→ **WHAT TO WORK ON**
Could you copy out all of the entries exactly?

-- Opening Marker --

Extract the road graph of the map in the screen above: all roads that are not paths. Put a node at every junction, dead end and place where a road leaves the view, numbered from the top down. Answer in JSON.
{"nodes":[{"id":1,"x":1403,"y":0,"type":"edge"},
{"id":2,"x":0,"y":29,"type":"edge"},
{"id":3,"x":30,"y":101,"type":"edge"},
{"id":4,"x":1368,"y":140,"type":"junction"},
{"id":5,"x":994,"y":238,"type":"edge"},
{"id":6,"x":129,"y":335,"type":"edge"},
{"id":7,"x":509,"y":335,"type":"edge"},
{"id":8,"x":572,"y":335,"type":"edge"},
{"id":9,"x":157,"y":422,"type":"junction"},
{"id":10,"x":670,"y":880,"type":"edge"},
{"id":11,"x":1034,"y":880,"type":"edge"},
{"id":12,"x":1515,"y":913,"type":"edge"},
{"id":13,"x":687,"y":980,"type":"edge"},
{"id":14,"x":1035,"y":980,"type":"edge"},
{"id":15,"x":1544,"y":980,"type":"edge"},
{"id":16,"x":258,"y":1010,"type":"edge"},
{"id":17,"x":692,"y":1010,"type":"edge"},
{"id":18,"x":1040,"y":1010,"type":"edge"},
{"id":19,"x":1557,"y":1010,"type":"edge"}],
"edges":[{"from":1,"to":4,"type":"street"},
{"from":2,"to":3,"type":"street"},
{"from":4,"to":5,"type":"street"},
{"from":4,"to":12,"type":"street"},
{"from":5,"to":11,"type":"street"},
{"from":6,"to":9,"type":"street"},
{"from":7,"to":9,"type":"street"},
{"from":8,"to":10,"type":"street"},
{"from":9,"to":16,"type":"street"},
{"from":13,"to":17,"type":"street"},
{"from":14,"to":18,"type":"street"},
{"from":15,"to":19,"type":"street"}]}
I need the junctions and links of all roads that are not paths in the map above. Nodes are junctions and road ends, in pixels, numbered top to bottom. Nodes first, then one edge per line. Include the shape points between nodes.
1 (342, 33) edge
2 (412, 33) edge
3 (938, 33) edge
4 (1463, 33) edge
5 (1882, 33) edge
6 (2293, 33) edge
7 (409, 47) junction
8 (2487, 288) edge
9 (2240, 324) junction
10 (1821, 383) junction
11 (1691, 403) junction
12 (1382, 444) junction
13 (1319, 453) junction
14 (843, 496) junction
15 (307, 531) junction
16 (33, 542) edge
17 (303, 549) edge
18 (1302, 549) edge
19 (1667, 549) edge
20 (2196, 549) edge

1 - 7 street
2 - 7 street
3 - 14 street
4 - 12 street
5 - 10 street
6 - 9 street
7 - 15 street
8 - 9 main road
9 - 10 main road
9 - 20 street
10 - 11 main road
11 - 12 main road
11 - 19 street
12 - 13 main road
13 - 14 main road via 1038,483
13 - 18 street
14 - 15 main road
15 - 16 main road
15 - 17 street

-- Closing Marker --

→ **OUTPUT**
Extract the road graph of the map in the screen above: all roads that are not paths. Put a node at every junction, dead end and place where a road leaves the view, numbered from the top down. Answer in JSON.
{"nodes":[{"id":1,"x":1403,"y":0,"type":"edge"},
{"id":2,"x":0,"y":29,"type":"edge"},
{"id":3,"x":30,"y":101,"type":"edge"},
{"id":4,"x":1368,"y":140,"type":"junction"},
{"id":5,"x":994,"y":238,"type":"edge"},
{"id":6,"x":129,"y":335,"type":"edge"},
{"id":7,"x":509,"y":335,"type":"edge"},
{"id":8,"x":572,"y":335,"type":"edge"},
{"id":9,"x":157,"y":422,"type":"junction"},
{"id":10,"x":670,"y":880,"type":"edge"},
{"id":11,"x":1034,"y":880,"type":"edge"},
{"id":12,"x":1515,"y":913,"type":"edge"},
{"id":13,"x":687,"y":980,"type":"edge"},
{"id":14,"x":1035,"y":980,"type":"edge"},
{"id":15,"x":1544,"y":980,"type":"edge"},
{"id":16,"x":258,"y":1010,"type":"edge"},
{"id":17,"x":692,"y":1010,"type":"edge"},
{"id":18,"x":1040,"y":1010,"type":"edge"},
{"id":19,"x":1557,"y":1010,"type":"edge"}],
"edges":[{"from":1,"to":4,"type":"street"},
{"from":2,"to":3,"type":"street"},
{"from":4,"to":5,"type":"street"},
{"from":4,"to":12,"type":"street"},
{"from":5,"to":11,"type":"street"},
{"from":6,"to":9,"type":"street"},
{"from":7,"to":9,"type":"street"},
{"from":8,"to":10,"type":"street"},
{"from":9,"to":16,"type":"street"},
{"from":13,"to":17,"type":"street"},
{"from":14,"to":18,"type":"street"},
{"from":15,"to":19,"type":"street"}]}
I need the junctions and links of all roads that are not paths in the map above. Nodes are junctions and road ends, in pixels, numbered top to bottom. Nodes first, then one edge per line. Include the shape points between nodes.
1 (342, 33) edge
2 (412, 33) edge
3 (938, 33) edge
4 (1463, 33) edge
5 (1882, 33) edge
6 (2293, 33) edge
7 (409, 47) junction
8 (2487, 288) edge
9 (2240, 324) junction
10 (1821, 383) junction
11 (1691, 403) junction
12 (1382, 444) junction
13 (1319, 453) junction
14 (843, 496) junction
15 (307, 531) junction
16 (33, 542) edge
17 (303, 549) edge
18 (1302, 549) edge
19 (1667, 549) edge
20 (2196, 549) edge

1 - 7 street
2 - 7 street
3 - 14 street
4 - 12 street
5 - 10 street
6 - 9 street
7 - 15 street
8 - 9 main road
9 - 10 main road
9 - 20 street
10 - 11 main road
11 - 12 main road
11 - 19 street
12 - 13 main road
13 - 14 main road via 1038,483
13 - 18 street
14 - 15 main road
15 - 16 main road
15 - 17 street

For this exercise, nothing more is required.